What We Do and Why We Love Doing It...

     Allow me to be ethnocentric for a while and write about what we do in the organization where I work. I have been working with Zuellig Family Foundation for almost 3 years now and so far, the work that we do has never been this challenging. What we do can be categorized under two things: leadership development and local health systems development. I started working under the ZFF Institute which focuses more on the latter. Eventually, I transitioned to ZFF-CHPP which now does both.

     In a devolved set up, the responsibility of managing the health services in the country falls in the hands of the local chief executive of a municipality or city or province. The mayor, or governor, together with his or her health officer, ensures the availability and accessibility of basic health services in his or her jurisdiction. Unfortunately, not all mayors or governors are fluent in the technicalities of health care and it is by no surprise that not everyone of them consider health as a priority. At the same time, not all health officers are also fluent in public health programs and most of them consider themselves only as clinicians rather than health managers.

     Obviously there is a wide gap between the lack of prioritization and comprehension about health care in both ends of the leadership spectrum. The result if this is manifested in poor health outcomes and prominent health inequities.

     This is where we come in.

     Convinced that the key to achieving better health outcomes is the transformation of these leaders in the local government units, my team provides the venue for bridging this gap in both skills and knowledge and at the same time co-creating opportunities that will enable them to apply their newly acquired leadership skills.

     I manage the Community Health Partnership Program. Here's a video presentation made through Adobe Voice app about CHPP.

        
     
     The CHPP Team is comprised of young, driven and passionate people coming from different backgrounds. In our team, we have nurses, doctors, development workers, academe, medical anthropologists, researchers and social scientists. We work with more than 100 mayors, health offices and other community leaders in almost all levels of government: from the barangay level all the way to the provincial level. 
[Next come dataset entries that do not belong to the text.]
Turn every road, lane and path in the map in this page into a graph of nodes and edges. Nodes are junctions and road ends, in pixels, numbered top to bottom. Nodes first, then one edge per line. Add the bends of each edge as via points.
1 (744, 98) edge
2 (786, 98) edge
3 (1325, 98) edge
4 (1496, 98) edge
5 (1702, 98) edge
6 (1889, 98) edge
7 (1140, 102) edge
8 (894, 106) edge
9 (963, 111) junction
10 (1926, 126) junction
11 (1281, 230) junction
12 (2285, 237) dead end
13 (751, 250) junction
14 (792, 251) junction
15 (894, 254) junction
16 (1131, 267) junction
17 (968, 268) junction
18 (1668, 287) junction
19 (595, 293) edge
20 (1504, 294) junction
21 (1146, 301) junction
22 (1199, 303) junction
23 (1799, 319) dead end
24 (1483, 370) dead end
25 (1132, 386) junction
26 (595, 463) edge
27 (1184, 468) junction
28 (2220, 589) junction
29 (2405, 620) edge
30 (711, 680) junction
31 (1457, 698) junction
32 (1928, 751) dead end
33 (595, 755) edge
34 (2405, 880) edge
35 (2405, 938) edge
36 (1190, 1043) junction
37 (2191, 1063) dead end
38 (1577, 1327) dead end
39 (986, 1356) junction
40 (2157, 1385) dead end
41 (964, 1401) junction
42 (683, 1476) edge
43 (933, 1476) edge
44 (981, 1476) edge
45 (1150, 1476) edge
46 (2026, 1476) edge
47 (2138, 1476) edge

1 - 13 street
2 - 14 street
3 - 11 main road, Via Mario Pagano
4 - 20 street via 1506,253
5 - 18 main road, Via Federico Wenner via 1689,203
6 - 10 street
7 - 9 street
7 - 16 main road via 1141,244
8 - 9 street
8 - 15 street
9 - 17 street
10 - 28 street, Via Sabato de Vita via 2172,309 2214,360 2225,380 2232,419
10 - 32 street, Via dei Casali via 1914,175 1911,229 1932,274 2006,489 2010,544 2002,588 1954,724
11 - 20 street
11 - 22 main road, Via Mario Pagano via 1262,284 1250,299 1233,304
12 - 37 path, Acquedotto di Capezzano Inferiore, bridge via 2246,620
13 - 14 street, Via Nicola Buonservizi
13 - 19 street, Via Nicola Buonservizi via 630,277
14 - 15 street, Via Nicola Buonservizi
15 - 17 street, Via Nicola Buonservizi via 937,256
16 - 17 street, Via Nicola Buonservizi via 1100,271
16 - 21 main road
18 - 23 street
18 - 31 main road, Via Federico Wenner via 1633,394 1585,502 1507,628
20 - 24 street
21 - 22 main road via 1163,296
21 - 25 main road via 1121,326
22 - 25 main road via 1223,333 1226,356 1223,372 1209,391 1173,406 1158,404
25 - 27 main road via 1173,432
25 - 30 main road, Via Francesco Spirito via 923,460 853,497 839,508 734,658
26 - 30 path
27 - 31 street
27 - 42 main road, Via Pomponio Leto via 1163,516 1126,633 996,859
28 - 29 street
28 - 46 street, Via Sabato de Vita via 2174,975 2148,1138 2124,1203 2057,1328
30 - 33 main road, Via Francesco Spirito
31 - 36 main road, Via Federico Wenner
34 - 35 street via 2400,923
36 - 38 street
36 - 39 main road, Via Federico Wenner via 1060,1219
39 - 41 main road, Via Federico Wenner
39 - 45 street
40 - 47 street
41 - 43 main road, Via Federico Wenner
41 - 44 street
     We train our mayors and health officers on Bridging Leadership and we help them formulate their own strategies on how to transform their own communities. We spend more than 12 hours a day coming up with ideas and strategies that can help our various municipalities address their unique health challenges. We visit them in their areas, see for ourselves their situation so we can better understand their predicament. We coach them on how to improve their health care system especially their maternal and child health programs. We collect their stories of success and help them spread their innovations to other areas open to learning how they too can improve their own local health systems. 


     It is not an easy job. After all, changing the world is not easy. 

     Of course, that doesn't mean we don't have fun doing it. Traveling to many places, meeting new people, encountering different cultures, the fun is endless. 


     I am happy and proud to belong to a young group of public health advocates. In this world where the standards of success is measured by the quantity of comfort and luxury, I am proud to be a deviant. Of course we need to earn a living but I am always reminded that it is only a means to an end. We need more passionate and young people in the field of public health where the harvest is many but the laborers are few. I am thankful that I am given an opportunity to be in this position.